Friday, 8 July 2016

Why central vigilance commission shouldn't be part of a NPA resolution forum


It is a time-honored tenet of the auditing world that an auditor should not partake directly or indirectly in designing a system. The reason is not far to seek. If he does, he would be compromising his position tremendously. For, in that case he would be put in an embarrassing and awkward position of having to audit the very system he has had role in designing.
It is for the same reason the code of conduct for auditors proscribes the statutory auditor of a company from doubling in as its internal auditor as well - as statutory auditor he has to comment upon the adequacy and effectiveness of the internal audit system put in place by the management.

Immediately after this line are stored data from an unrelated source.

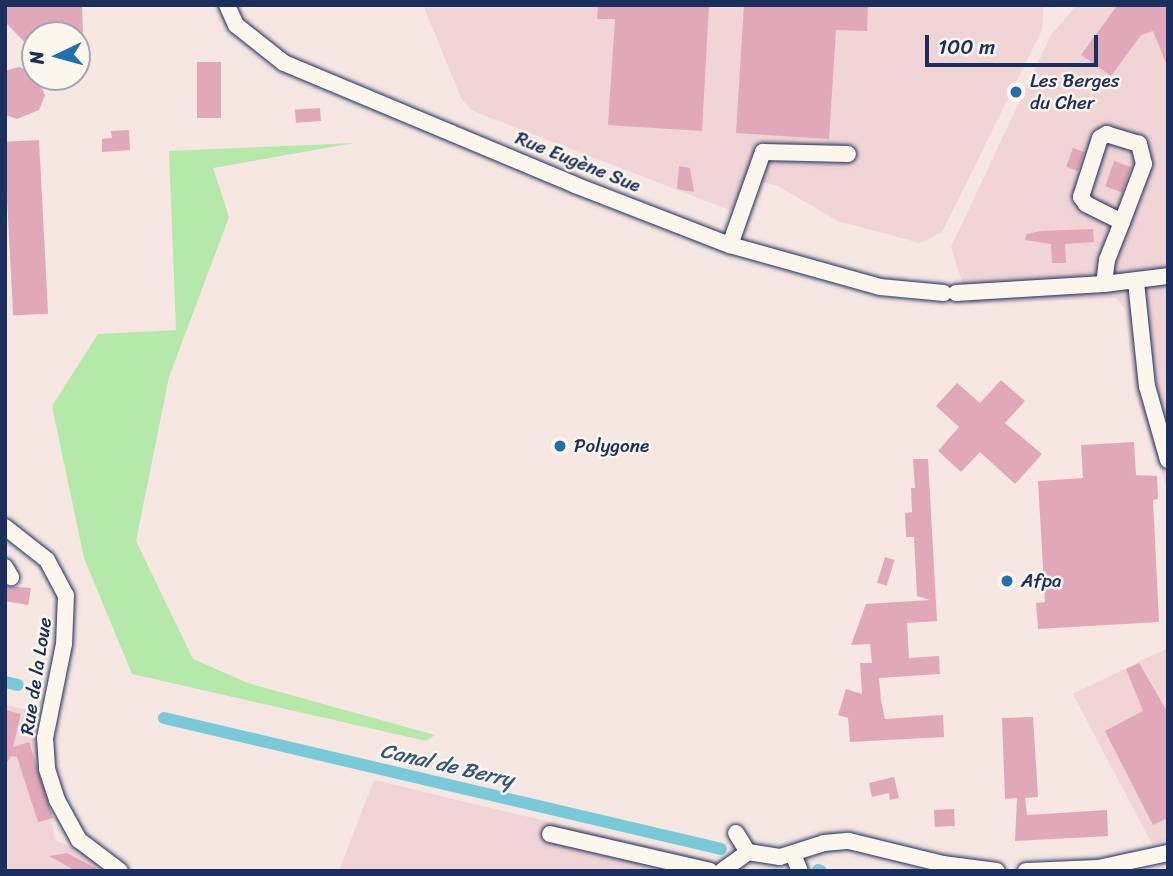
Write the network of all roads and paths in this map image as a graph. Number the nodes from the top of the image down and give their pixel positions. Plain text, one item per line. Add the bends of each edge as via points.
1 (228, 5) edge
2 (848, 154) dead end
3 (1122, 222) junction
4 (730, 245) junction
5 (1168, 276) edge
6 (1136, 282) junction
7 (1104, 285) junction
8 (1168, 460) edge
9 (5, 527) edge
10 (736, 833) dead end
11 (550, 834) dead end
12 (748, 852) junction
13 (1168, 853) edge
14 (793, 855) junction
15 (120, 871) edge
16 (710, 871) edge
17 (722, 871) edge
18 (800, 871) edge
19 (998, 871) edge
20 (1026, 871) edge

1 - 4 street, Rue Eugène Sue via 236,24 284,63
2 - 4 street via 763,152
3 - 3 street via 1144,164 1143,152 1139,144 1107,134 1100,138 1081,197
3 - 7 street
4 - 7 street, Rue Eugène Sue via 880,287 950,293
5 - 6 street, Rue Eugène Sue
6 - 7 street, Rue Eugène Sue
6 - 8 street via 1147,386
9 - 15 street, Rue de la Loue via 47,560 66,595 64,644 45,738 47,769 57,800 79,839
10 - 12 street
11 - 16 street
12 - 14 street
12 - 17 street
13 - 20 street via 1098,868
14 - 18 street
14 - 19 street via 824,843 849,841 943,864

The role of internal auditor would conflict with his role as the statutory auditor though in actual practice, auditing firms get round this moral hazard and code of conduct by getting a proxy auditing firm appointed as internal auditor.
It is against this backdrop that the central government’s proposal to set up a NPA resolution forum comprising among others the RBI and the Central Vigilance Commission (CVC) has raised eyebrows and hackles. The implicit rationale underpinning CVC’s induction is its overweening presence would deter and nip in the bud quid-pro- quo deals (mutual backscratching deals to put in more bluntly) between the officialdom and the wily borrower. But what must be nipped in the bud is this hare-brained proposal.

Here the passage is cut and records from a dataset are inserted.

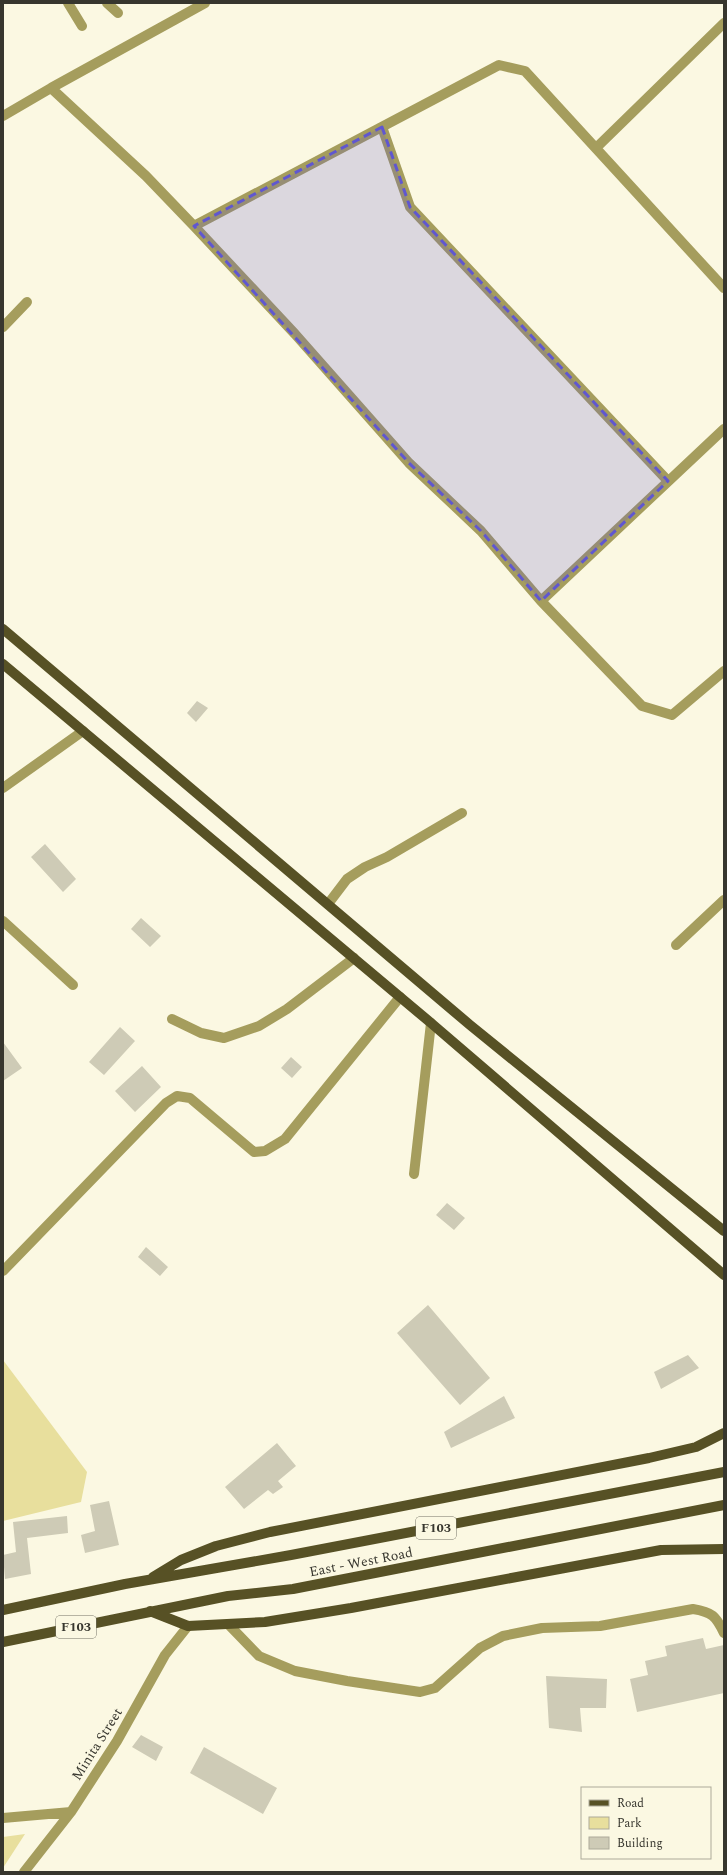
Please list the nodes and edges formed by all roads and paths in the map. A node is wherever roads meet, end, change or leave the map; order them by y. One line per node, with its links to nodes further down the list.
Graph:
1 (68, 3): 6 (street)
2 (107, 3): 4 (street)
3 (205, 3): 7 (street)
4 (118, 13)
5 (724, 23): 10 (street)
6 (82, 26)
7 (51, 88): 8 (street); 11 (street)
8 (3, 116)
9 (382, 127): 10 (street); 11 (street); 16 (street)
10 (596, 148): 12 (street)
11 (194, 226): 17 (street)
12 (724, 288)
13 (27, 302): 14 (street)
14 (3, 327)
15 (724, 429): 16 (street)
16 (668, 481): 17 (street)
17 (542, 601): 20 (street)
18 (3, 629): 25 (main road)
19 (3, 664): 21 (main road)
20 (724, 671)
21 (83, 731): 22 (street); 28 (main road)
22 (3, 788)
23 (462, 813): 25 (street)
24 (724, 900): 27 (street)
25 (328, 904): 34 (main road)
26 (3, 921): 29 (street)
27 (676, 945)
28 (354, 958): 30 (main road); 31 (street)
29 (73, 984)
30 (400, 997): 32 (main road); 35 (street)
31 (172, 1020)
32 (431, 1023): 33 (street); 36 (main road)
33 (414, 1174)
34 (724, 1230)
35 (3, 1271)
36 (724, 1275)
37 (724, 1433): 41 (main road)
38 (724, 1472): 41 (main road, East - West Road / F103)
39 (724, 1505): 43 (main road, East - West Road / F103)
40 (724, 1549): 44 (main road)
41 (148, 1580): 42 (main road, East - West Road / F103)
42 (3, 1610)
43 (150, 1611): 45 (main road); 47 (main road, East - West Road / F103)
44 (229, 1625): 45 (main road); 46 (street)
45 (188, 1626): 48 (street, Minita Street)
46 (724, 1633)
47 (3, 1642)
48 (71, 1812): 49 (street); 50 (street, Minita Street)
49 (3, 1818)
50 (24, 1872)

First, any adjustment with an incipient and potential defaulter would involve a small or big sacrifice on the part of the bank. By being a party to such a compromise as a forum member, the CVC would find it difficult to proceed against the banker or any official later on because he would turn around and smugly point out that it was consummated with CVC’s blessings. Surely, CVC as indeed any investigative agency
should be spared the blushes.

It must also be remembered that a committee or forum is by definition perceived as antidote to deals on the sly by individuals. That is why it is said larger the committee the better unless of course all of them fall a prey to blandishments which is unlikely. The point is the forum itself can be counted upon to behave with rectitude without the hawkish presence of the CVC.
Second, banking is not CVC’s forte. It lacks domain knowledge and expertise which RBI has in abundant measure. On the contrary, it would smell rat in any compromise or restructuring. It may not be able to tell between defaults engendered by genuine economic reasons experienced by the borrower and wilful ones.
Thirdly and lastly, the move flies in the face of the recently crafted comprehensive bankruptcy code which sets store by the principle of early resolution of NPA problem without allowing it to fester or take roots. The National Company Law Tribunal (tribunal) that would resolve corporate bankruptcy quickly and comprehensively by addressing the concerns of other stakeholders as well like employees and government should not be snapped at its heels much less exposed to the threat of even being unwittingly marginalised or undermined by a parallel forum.
Parenthetically, it may be mentioned that financially advanced economies have found a way out of the niggling problem of NPAs by simply asking the corporates to seek funds from the bonds market which has its own disciplining mechanism - the threat of being awarded the junk bond status with its grim implications for cost of borrowing. The argument is banks should lend only to small and medium enterprises (SMEs) which cannot access the bond market and which give lesser shocks than a big ticket borrower. But that is another story for another time.